Note that other candidates can apply for newly added project ideas. This ensures that custom project ideas are fair and open.
How to get familiar with our software
See what people are developing and talking about on the mailing lists:
Grab the source code or browse it:
Build QEMU and run it: QEMU on Linux Hosts
Links
Information for mentors
Mentors are responsible for keeping in touch with their student and assessing the student's progress. GSoC has a mid-term evaluation and a final evaluation where both the mentor and student assess each other.
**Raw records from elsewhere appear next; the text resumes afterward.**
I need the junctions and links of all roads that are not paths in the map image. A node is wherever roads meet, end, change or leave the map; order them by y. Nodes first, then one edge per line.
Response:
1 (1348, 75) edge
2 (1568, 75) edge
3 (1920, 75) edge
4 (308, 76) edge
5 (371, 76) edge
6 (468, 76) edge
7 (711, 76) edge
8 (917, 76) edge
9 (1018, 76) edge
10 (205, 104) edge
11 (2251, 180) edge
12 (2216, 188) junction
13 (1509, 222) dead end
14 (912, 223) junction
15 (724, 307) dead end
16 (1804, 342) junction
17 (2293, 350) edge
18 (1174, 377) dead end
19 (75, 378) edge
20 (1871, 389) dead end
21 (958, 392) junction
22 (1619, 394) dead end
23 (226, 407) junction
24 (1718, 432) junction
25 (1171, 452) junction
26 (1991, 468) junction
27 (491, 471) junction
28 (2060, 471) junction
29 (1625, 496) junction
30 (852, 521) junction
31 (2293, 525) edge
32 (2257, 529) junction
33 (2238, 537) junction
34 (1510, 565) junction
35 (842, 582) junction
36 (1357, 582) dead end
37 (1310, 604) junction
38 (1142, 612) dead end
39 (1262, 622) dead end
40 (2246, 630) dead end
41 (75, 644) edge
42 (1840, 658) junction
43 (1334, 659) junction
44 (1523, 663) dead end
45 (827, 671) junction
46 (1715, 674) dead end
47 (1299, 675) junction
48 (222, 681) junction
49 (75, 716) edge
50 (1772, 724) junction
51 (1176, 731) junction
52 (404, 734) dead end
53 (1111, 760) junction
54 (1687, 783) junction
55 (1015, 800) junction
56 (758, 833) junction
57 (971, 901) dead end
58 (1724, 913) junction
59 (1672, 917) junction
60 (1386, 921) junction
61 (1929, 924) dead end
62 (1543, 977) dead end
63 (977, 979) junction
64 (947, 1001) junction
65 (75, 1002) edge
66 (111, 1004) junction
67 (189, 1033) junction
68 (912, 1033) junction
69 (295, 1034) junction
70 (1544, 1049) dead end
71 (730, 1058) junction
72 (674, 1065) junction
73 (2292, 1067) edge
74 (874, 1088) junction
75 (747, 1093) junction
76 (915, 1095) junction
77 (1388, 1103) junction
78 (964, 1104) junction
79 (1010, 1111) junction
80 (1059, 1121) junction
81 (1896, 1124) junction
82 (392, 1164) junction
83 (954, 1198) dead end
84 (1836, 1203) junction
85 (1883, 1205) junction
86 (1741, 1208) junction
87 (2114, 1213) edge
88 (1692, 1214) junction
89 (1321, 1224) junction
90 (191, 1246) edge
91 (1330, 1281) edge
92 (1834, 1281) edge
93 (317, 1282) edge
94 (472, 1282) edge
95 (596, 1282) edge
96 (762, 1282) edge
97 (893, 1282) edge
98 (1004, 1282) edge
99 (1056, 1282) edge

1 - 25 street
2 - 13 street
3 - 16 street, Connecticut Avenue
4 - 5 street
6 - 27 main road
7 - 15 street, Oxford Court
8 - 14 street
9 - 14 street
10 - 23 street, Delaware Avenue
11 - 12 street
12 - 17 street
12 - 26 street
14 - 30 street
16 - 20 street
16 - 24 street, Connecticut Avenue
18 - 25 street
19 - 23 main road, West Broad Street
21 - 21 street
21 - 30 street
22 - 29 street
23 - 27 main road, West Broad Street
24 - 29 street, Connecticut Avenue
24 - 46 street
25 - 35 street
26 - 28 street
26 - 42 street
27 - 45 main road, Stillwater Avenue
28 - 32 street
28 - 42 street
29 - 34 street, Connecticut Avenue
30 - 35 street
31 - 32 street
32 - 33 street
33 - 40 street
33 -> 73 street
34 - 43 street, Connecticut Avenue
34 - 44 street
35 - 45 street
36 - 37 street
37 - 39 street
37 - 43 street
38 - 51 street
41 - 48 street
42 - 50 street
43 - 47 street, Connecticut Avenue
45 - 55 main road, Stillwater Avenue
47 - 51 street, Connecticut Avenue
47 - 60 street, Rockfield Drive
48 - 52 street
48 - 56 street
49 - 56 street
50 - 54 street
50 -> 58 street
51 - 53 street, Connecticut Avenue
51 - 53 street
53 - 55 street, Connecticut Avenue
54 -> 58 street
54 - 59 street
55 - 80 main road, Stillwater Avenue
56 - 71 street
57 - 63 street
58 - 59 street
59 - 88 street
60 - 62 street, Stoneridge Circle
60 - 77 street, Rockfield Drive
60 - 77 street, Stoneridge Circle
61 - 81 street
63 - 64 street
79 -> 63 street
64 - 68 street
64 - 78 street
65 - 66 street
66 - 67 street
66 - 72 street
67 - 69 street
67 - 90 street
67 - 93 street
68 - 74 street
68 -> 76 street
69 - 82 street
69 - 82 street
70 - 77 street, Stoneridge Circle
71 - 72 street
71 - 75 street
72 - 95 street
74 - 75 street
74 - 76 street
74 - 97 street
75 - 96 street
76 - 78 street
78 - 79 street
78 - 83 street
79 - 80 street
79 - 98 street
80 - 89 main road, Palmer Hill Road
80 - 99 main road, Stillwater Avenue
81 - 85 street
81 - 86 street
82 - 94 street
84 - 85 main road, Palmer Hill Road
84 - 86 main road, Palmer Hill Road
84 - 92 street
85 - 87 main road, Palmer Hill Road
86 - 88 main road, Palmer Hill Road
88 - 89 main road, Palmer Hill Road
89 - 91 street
The mentor typically gives advice, reviews the student's code, and has regular communication with the student to ensure progress is being made.
Being a mentor is a significant time commitment, plan for 5 hours per week. Make sure you can make this commitment because backing out during the summer will affect the student's experience.
The mentor chooses their student by reviewing student application forms and conducting IRC interviews with candidates. Depending on the number of candidates, this can be time-consuming in itself. Choosing the right student is critical so that both the mentor and the student can have a successful experience.